In environments where devices do require similar configurations, engineering for a single dynamic MOF offers many benefits. Combined with Azure Automation DSC, simply point servers to the Azure Automation Account, and they build themselves. Once completed, you get ongoing reports of their configuration health status. It will change the way you approach deployments and configuration management, for the better.

A benefit to the single MOF approach combined with Azure Automation DSC is the ability to make fleet wide changes quickly and easily. If your DSC requires an adjustment, make changes, upload, recompile, and every server associated with that configuration will apply the change. Keep in mind that this is a double-edged sword. While incredibly empowering, it can also be incredibly dangerous if you aren’t properly vetting your DSC changes prior to implementation.

Finally, a single MOF means devices throughout your environment have a like-for-like configuration. You’ll find this really impacts the way your support teams approach troubleshooting. It introduces the concept of the Macro vs the Micro. It eliminates the thinking of, maybe this adjustment or registry key change will resolve the issue. If you aren’t making that change in DSC for the fleet, why make it all?


4 Responses

  1. Great article thanks for writing (I will check out the other parts too), can you please clarify the following points for me please

    Where does the client (pulling the MOF and associated Resources) store these components once pulled down ?

    Does the client onces it has pulled down the MOF write these MOFs into the CIM database on the local client ?

  2. EKW says:

    I started with the ‘diet’ way of deploying DSC, but I’m considering going to the ‘Fat’ way.

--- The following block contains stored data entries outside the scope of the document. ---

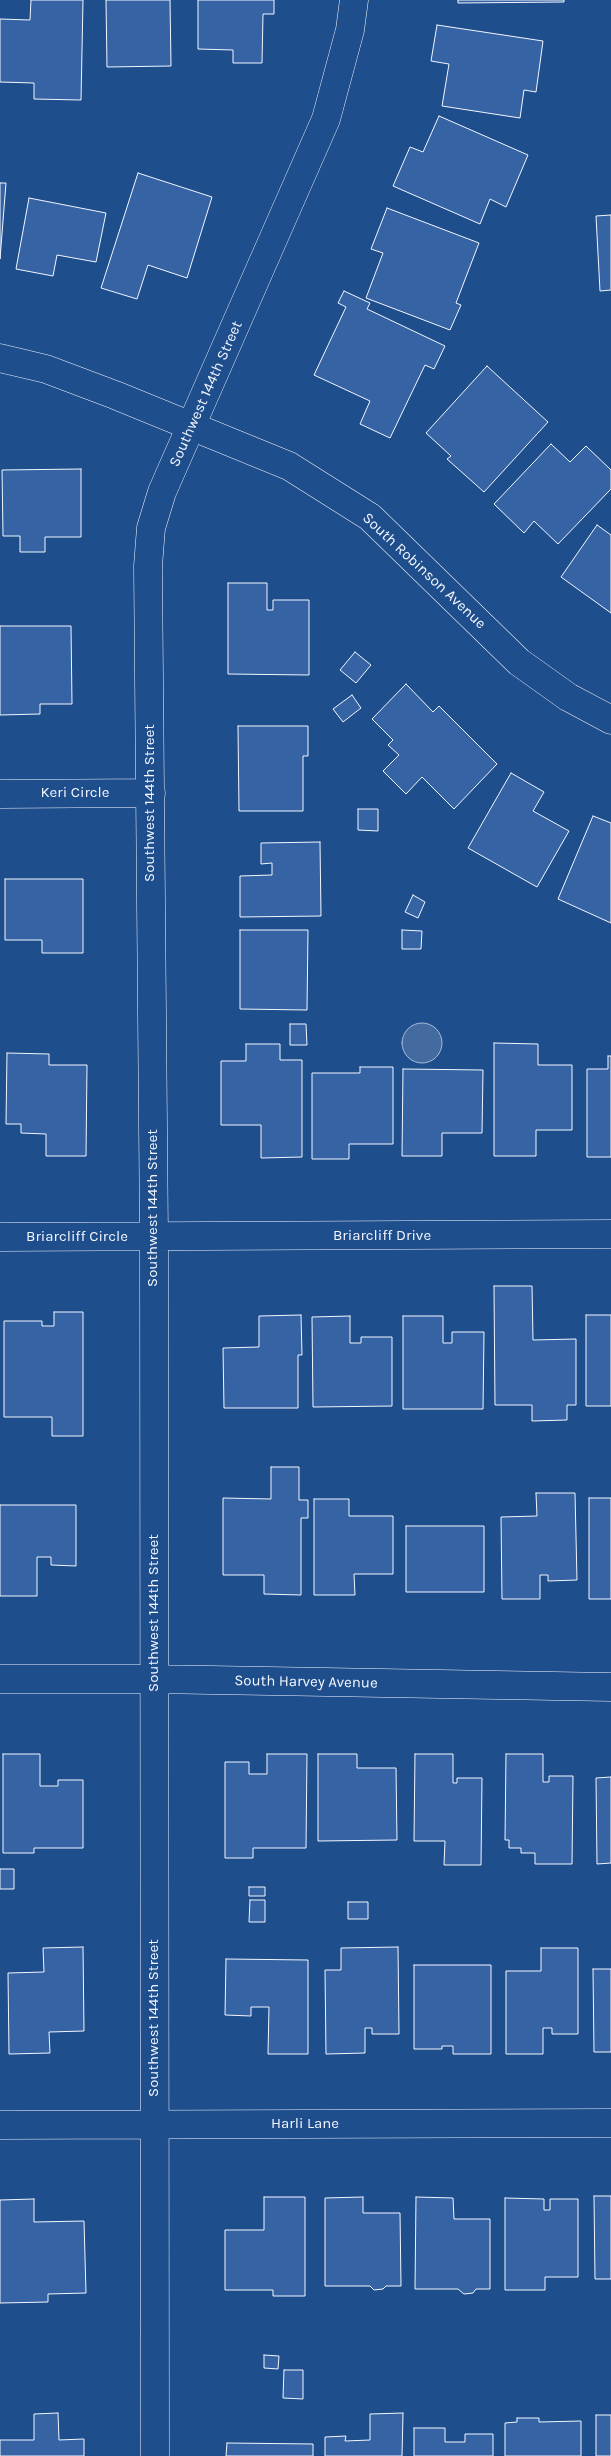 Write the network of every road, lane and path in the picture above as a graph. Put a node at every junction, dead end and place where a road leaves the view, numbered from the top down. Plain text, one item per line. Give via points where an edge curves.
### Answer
1 (354, 0) edge
2 (0, 358) edge
3 (192, 425) junction
4 (611, 720) edge
5 (150, 793) junction
6 (0, 794) edge
7 (611, 1234) edge
8 (0, 1237) edge
9 (154, 1237) junction
10 (154, 1679) junction
11 (0, 1680) edge
12 (611, 1687) edge
13 (611, 2123) edge
14 (154, 2124) junction
15 (0, 2125) edge
16 (155, 2456) edge

1 - 3 street, Southwest 144th Street via 350,30 326,119
2 - 3 street, South Robinson Avenue via 46,369
3 - 4 street, South Robinson Avenue via 289,466 370,518 519,662 568,697
3 - 5 street, Southwest 144th Street via 162,492 151,528 148,566
5 - 6 street, Keri Circle
5 - 9 street, Southwest 144th Street
7 - 9 street, Briarcliff Drive
8 - 9 street, Briarcliff Circle
9 - 10 street, Southwest 144th Street
10 - 11 street, South Harvey Avenue
10 - 12 street, South Harvey Avenue
10 - 14 street, Southwest 144th Street
13 - 14 street, Harli Lane
14 - 15 street, Harli Lane
14 - 16 street, Southwest 144th Street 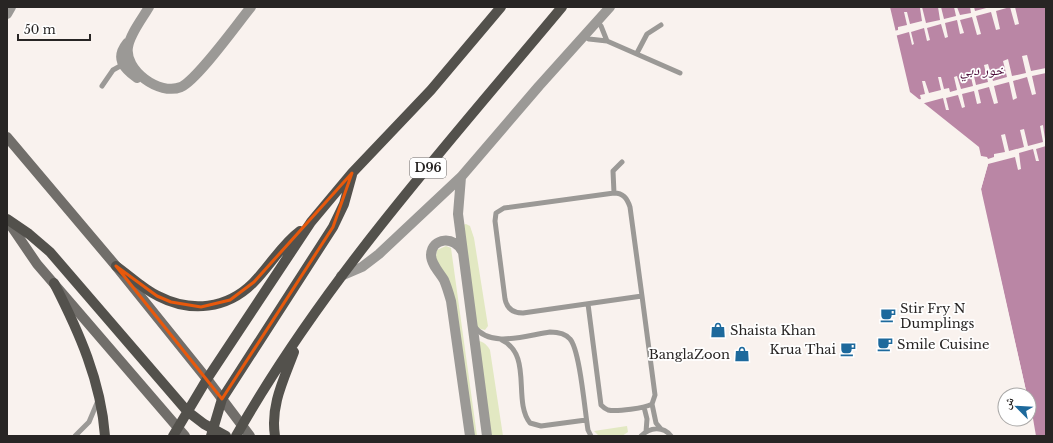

When defining an entire environment, there are a lot of $AllNodes.Where statements that as they build up, become confusing to look at.

  3. Ramprakash Kathiravan says:

    I have a number of custom modules. I want to import custom modules dynamically in the configuration file. Could you tell the possible way to do this?

  4. Bob Dillon says:

    Thanks for the great demo and concept! Is the main reason you’re editing the DSC resource because variables/objects aren’t globally scoped in DSC? So what happens in a Script Resource stays in a Script Resource (I’ve always wanted to say that..).